> [ACTIVITY]: Reproduce the closing part of the entries exactly: the line with "index mcp: (1186, 931)" and all lines after it, ending with the last line, and nothing else.

> [DATA FOR THIS TASK]:
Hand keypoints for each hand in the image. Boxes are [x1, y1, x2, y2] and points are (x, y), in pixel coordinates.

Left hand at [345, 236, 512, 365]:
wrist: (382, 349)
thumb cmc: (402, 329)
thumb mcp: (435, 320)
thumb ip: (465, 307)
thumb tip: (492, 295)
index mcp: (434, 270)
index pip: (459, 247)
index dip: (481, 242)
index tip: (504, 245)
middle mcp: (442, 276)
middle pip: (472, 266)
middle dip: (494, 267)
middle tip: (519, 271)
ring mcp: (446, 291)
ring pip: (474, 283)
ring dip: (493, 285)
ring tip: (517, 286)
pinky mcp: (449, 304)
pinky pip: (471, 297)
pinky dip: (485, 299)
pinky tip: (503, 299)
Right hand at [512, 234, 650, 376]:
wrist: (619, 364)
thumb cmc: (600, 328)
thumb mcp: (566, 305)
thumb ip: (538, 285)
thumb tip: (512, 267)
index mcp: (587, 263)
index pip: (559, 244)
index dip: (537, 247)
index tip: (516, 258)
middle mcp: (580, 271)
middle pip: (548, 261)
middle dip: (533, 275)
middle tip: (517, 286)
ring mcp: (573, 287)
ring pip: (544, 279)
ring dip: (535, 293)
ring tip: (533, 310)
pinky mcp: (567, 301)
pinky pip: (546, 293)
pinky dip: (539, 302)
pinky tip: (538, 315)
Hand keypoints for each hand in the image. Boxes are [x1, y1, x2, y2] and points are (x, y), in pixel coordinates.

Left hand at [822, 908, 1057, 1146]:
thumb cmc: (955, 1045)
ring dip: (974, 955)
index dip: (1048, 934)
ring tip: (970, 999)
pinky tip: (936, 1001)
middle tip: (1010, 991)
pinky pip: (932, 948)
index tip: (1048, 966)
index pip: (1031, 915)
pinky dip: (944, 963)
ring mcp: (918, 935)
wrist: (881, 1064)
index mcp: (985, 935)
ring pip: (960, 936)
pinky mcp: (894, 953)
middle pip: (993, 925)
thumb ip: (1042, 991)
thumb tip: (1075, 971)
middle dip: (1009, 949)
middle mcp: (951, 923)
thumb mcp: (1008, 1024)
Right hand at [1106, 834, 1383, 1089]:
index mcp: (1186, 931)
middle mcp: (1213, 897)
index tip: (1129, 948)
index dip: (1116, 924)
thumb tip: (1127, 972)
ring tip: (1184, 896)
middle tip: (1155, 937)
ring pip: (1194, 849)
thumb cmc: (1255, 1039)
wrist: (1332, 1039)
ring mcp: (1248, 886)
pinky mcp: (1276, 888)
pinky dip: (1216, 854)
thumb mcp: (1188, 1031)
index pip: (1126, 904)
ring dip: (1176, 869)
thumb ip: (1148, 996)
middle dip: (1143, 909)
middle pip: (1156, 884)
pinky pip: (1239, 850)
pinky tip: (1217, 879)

> [SOLUTION]:
index mcp: (1186, 931)
middle mcp: (1213, 897)
index tip: (1129, 948)
index dip: (1116, 924)
thumb tip: (1127, 972)
ring tip: (1184, 896)
middle tip: (1155, 937)
ring pip: (1194, 849)
thumb cmc: (1255, 1039)
wrist: (1332, 1039)
ring mcp: (1248, 886)
pinky mcp: (1276, 888)
pinky dip: (1216, 854)
thumb mcp: (1188, 1031)
index pip: (1126, 904)
ring dip: (1176, 869)
thumb ip: (1148, 996)
middle dip: (1143, 909)
middle pip: (1156, 884)
pinky pip: (1239, 850)
pinky tip: (1217, 879)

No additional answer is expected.